Replicate the data exactly, every line included.

[Stored records]
┌──
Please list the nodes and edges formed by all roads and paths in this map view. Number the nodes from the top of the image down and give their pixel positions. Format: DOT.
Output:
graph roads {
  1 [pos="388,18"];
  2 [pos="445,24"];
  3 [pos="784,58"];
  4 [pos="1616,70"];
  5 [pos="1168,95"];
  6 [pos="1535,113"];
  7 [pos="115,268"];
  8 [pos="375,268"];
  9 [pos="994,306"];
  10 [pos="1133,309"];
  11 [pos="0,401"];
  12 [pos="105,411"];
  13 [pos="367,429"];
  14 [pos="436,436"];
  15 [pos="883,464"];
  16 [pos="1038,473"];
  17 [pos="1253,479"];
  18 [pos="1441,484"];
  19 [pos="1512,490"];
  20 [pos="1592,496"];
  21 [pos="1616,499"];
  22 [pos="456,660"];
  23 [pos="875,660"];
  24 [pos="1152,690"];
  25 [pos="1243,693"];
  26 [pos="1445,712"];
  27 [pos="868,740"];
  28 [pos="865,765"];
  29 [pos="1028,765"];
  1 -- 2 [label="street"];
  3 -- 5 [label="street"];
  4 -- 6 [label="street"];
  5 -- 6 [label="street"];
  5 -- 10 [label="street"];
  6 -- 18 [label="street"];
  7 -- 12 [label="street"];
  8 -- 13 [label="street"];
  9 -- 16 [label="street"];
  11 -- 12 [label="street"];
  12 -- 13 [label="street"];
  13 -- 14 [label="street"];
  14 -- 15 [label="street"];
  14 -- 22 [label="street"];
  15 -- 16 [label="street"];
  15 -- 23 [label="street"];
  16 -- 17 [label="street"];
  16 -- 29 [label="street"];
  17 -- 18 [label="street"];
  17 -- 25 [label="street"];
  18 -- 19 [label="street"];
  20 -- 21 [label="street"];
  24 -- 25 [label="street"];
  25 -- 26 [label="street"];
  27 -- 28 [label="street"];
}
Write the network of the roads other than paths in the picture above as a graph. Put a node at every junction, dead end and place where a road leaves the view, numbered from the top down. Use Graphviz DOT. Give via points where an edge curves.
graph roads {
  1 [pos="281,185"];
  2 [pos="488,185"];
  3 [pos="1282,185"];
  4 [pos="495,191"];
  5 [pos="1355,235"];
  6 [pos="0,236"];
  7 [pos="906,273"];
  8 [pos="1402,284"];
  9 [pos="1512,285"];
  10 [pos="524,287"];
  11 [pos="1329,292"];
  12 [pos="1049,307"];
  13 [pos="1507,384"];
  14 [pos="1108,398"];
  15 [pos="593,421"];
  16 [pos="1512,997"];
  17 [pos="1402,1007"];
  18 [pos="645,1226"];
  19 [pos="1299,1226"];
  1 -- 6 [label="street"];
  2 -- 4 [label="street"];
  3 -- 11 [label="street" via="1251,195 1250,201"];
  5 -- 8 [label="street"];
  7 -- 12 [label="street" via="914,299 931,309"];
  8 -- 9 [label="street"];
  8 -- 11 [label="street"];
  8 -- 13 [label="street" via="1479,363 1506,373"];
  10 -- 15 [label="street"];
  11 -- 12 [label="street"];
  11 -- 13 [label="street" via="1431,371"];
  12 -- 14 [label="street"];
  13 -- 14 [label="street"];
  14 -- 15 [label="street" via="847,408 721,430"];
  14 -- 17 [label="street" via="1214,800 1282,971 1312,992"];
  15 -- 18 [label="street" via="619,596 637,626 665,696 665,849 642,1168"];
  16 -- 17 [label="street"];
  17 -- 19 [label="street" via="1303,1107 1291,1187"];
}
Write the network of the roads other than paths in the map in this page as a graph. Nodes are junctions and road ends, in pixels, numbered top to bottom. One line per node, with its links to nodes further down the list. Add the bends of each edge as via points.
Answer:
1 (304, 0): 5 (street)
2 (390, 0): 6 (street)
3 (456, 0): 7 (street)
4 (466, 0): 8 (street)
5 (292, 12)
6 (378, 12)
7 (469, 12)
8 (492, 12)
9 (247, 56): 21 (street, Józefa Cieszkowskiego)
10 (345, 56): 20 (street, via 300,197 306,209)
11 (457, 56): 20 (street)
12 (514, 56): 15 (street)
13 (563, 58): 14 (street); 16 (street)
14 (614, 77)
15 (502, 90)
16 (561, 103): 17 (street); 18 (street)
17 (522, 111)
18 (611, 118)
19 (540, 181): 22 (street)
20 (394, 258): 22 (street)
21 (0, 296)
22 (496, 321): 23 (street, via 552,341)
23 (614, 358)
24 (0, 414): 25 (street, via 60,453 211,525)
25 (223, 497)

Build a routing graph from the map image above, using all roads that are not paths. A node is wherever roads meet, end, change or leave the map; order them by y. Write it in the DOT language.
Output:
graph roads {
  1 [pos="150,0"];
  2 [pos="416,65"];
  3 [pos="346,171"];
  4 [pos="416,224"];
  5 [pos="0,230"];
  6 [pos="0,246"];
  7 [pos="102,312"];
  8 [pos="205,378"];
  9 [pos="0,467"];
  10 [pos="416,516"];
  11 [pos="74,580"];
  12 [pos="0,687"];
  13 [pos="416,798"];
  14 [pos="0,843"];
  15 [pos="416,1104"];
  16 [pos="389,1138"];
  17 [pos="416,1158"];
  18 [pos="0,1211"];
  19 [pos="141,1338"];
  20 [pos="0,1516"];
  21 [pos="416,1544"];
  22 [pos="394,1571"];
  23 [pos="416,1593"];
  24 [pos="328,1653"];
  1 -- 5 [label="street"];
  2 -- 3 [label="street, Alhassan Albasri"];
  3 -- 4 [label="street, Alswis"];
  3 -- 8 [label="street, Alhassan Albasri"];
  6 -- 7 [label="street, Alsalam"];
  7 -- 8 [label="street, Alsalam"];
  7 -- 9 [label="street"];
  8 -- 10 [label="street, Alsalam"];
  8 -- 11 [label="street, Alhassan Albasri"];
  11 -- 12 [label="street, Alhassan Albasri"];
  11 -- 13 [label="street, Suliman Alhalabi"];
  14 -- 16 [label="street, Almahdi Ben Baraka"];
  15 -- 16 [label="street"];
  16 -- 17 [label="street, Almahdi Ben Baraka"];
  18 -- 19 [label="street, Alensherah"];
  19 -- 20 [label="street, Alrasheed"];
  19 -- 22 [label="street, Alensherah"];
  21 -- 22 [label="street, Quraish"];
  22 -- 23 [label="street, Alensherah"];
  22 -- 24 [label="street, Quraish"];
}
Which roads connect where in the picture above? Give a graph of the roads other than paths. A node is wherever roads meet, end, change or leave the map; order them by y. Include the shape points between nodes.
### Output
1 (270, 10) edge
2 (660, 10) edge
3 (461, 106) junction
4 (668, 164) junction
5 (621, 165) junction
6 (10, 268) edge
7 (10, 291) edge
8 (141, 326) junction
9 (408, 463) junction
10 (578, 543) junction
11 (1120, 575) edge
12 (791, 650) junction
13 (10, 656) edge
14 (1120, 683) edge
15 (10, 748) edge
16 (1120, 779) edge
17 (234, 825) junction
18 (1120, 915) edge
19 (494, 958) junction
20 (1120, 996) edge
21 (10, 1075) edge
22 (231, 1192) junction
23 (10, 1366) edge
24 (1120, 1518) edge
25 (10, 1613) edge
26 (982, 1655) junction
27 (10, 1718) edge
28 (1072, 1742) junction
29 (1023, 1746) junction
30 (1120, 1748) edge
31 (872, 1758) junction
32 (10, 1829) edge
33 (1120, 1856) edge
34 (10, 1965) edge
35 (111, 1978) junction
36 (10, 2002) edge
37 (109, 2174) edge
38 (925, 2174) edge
└──
Worked solution.
Please list the nodes and edges formed by all roads and paths in this map view. Number the nodes from the top of the image down and give their pixel positions. Format: DOT.
Output:
graph roads {
  1 [pos="388,18"];
  2 [pos="445,24"];
  3 [pos="784,58"];
  4 [pos="1616,70"];
  5 [pos="1168,95"];
  6 [pos="1535,113"];
  7 [pos="115,268"];
  8 [pos="375,268"];
  9 [pos="994,306"];
  10 [pos="1133,309"];
  11 [pos="0,401"];
  12 [pos="105,411"];
  13 [pos="367,429"];
  14 [pos="436,436"];
  15 [pos="883,464"];
  16 [pos="1038,473"];
  17 [pos="1253,479"];
  18 [pos="1441,484"];
  19 [pos="1512,490"];
  20 [pos="1592,496"];
  21 [pos="1616,499"];
  22 [pos="456,660"];
  23 [pos="875,660"];
  24 [pos="1152,690"];
  25 [pos="1243,693"];
  26 [pos="1445,712"];
  27 [pos="868,740"];
  28 [pos="865,765"];
  29 [pos="1028,765"];
  1 -- 2 [label="street"];
  3 -- 5 [label="street"];
  4 -- 6 [label="street"];
  5 -- 6 [label="street"];
  5 -- 10 [label="street"];
  6 -- 18 [label="street"];
  7 -- 12 [label="street"];
  8 -- 13 [label="street"];
  9 -- 16 [label="street"];
  11 -- 12 [label="street"];
  12 -- 13 [label="street"];
  13 -- 14 [label="street"];
  14 -- 15 [label="street"];
  14 -- 22 [label="street"];
  15 -- 16 [label="street"];
  15 -- 23 [label="street"];
  16 -- 17 [label="street"];
  16 -- 29 [label="street"];
  17 -- 18 [label="street"];
  17 -- 25 [label="street"];
  18 -- 19 [label="street"];
  20 -- 21 [label="street"];
  24 -- 25 [label="street"];
  25 -- 26 [label="street"];
  27 -- 28 [label="street"];
}
Write the network of the roads other than paths in the picture above as a graph. Put a node at every junction, dead end and place where a road leaves the view, numbered from the top down. Use Graphviz DOT. Give via points where an edge curves.
graph roads {
  1 [pos="281,185"];
  2 [pos="488,185"];
  3 [pos="1282,185"];
  4 [pos="495,191"];
  5 [pos="1355,235"];
  6 [pos="0,236"];
  7 [pos="906,273"];
  8 [pos="1402,284"];
  9 [pos="1512,285"];
  10 [pos="524,287"];
  11 [pos="1329,292"];
  12 [pos="1049,307"];
  13 [pos="1507,384"];
  14 [pos="1108,398"];
  15 [pos="593,421"];
  16 [pos="1512,997"];
  17 [pos="1402,1007"];
  18 [pos="645,1226"];
  19 [pos="1299,1226"];
  1 -- 6 [label="street"];
  2 -- 4 [label="street"];
  3 -- 11 [label="street" via="1251,195 1250,201"];
  5 -- 8 [label="street"];
  7 -- 12 [label="street" via="914,299 931,309"];
  8 -- 9 [label="street"];
  8 -- 11 [label="street"];
  8 -- 13 [label="street" via="1479,363 1506,373"];
  10 -- 15 [label="street"];
  11 -- 12 [label="street"];
  11 -- 13 [label="street" via="1431,371"];
  12 -- 14 [label="street"];
  13 -- 14 [label="street"];
  14 -- 15 [label="street" via="847,408 721,430"];
  14 -- 17 [label="street" via="1214,800 1282,971 1312,992"];
  15 -- 18 [label="street" via="619,596 637,626 665,696 665,849 642,1168"];
  16 -- 17 [label="street"];
  17 -- 19 [label="street" via="1303,1107 1291,1187"];
}
Write the network of the roads other than paths in the map in this page as a graph. Nodes are junctions and road ends, in pixels, numbered top to bottom. One line per node, with its links to nodes further down the list. Add the bends of each edge as via points.
Answer:
1 (304, 0): 5 (street)
2 (390, 0): 6 (street)
3 (456, 0): 7 (street)
4 (466, 0): 8 (street)
5 (292, 12)
6 (378, 12)
7 (469, 12)
8 (492, 12)
9 (247, 56): 21 (street, Józefa Cieszkowskiego)
10 (345, 56): 20 (street, via 300,197 306,209)
11 (457, 56): 20 (street)
12 (514, 56): 15 (street)
13 (563, 58): 14 (street); 16 (street)
14 (614, 77)
15 (502, 90)
16 (561, 103): 17 (street); 18 (street)
17 (522, 111)
18 (611, 118)
19 (540, 181): 22 (street)
20 (394, 258): 22 (street)
21 (0, 296)
22 (496, 321): 23 (street, via 552,341)
23 (614, 358)
24 (0, 414): 25 (street, via 60,453 211,525)
25 (223, 497)

Build a routing graph from the map image above, using all roads that are not paths. A node is wherever roads meet, end, change or leave the map; order them by y. Write it in the DOT language.
Output:
graph roads {
  1 [pos="150,0"];
  2 [pos="416,65"];
  3 [pos="346,171"];
  4 [pos="416,224"];
  5 [pos="0,230"];
  6 [pos="0,246"];
  7 [pos="102,312"];
  8 [pos="205,378"];
  9 [pos="0,467"];
  10 [pos="416,516"];
  11 [pos="74,580"];
  12 [pos="0,687"];
  13 [pos="416,798"];
  14 [pos="0,843"];
  15 [pos="416,1104"];
  16 [pos="389,1138"];
  17 [pos="416,1158"];
  18 [pos="0,1211"];
  19 [pos="141,1338"];
  20 [pos="0,1516"];
  21 [pos="416,1544"];
  22 [pos="394,1571"];
  23 [pos="416,1593"];
  24 [pos="328,1653"];
  1 -- 5 [label="street"];
  2 -- 3 [label="street, Alhassan Albasri"];
  3 -- 4 [label="street, Alswis"];
  3 -- 8 [label="street, Alhassan Albasri"];
  6 -- 7 [label="street, Alsalam"];
  7 -- 8 [label="street, Alsalam"];
  7 -- 9 [label="street"];
  8 -- 10 [label="street, Alsalam"];
  8 -- 11 [label="street, Alhassan Albasri"];
  11 -- 12 [label="street, Alhassan Albasri"];
  11 -- 13 [label="street, Suliman Alhalabi"];
  14 -- 16 [label="street, Almahdi Ben Baraka"];
  15 -- 16 [label="street"];
  16 -- 17 [label="street, Almahdi Ben Baraka"];
  18 -- 19 [label="street, Alensherah"];
  19 -- 20 [label="street, Alrasheed"];
  19 -- 22 [label="street, Alensherah"];
  21 -- 22 [label="street, Quraish"];
  22 -- 23 [label="street, Alensherah"];
  22 -- 24 [label="street, Quraish"];
}
Which roads connect where in the picture above? Give a graph of the roads other than paths. A node is wherever roads meet, end, change or leave the map; order them by y. Include the shape points between nodes.
### Output
1 (270, 10) edge
2 (660, 10) edge
3 (461, 106) junction
4 (668, 164) junction
5 (621, 165) junction
6 (10, 268) edge
7 (10, 291) edge
8 (141, 326) junction
9 (408, 463) junction
10 (578, 543) junction
11 (1120, 575) edge
12 (791, 650) junction
13 (10, 656) edge
14 (1120, 683) edge
15 (10, 748) edge
16 (1120, 779) edge
17 (234, 825) junction
18 (1120, 915) edge
19 (494, 958) junction
20 (1120, 996) edge
21 (10, 1075) edge
22 (231, 1192) junction
23 (10, 1366) edge
24 (1120, 1518) edge
25 (10, 1613) edge
26 (982, 1655) junction
27 (10, 1718) edge
28 (1072, 1742) junction
29 (1023, 1746) junction
30 (1120, 1748) edge
31 (872, 1758) junction
32 (10, 1829) edge
33 (1120, 1856) edge
34 (10, 1965) edge
35 (111, 1978) junction
36 (10, 2002) edge
37 (109, 2174) edge
38 (925, 2174) edge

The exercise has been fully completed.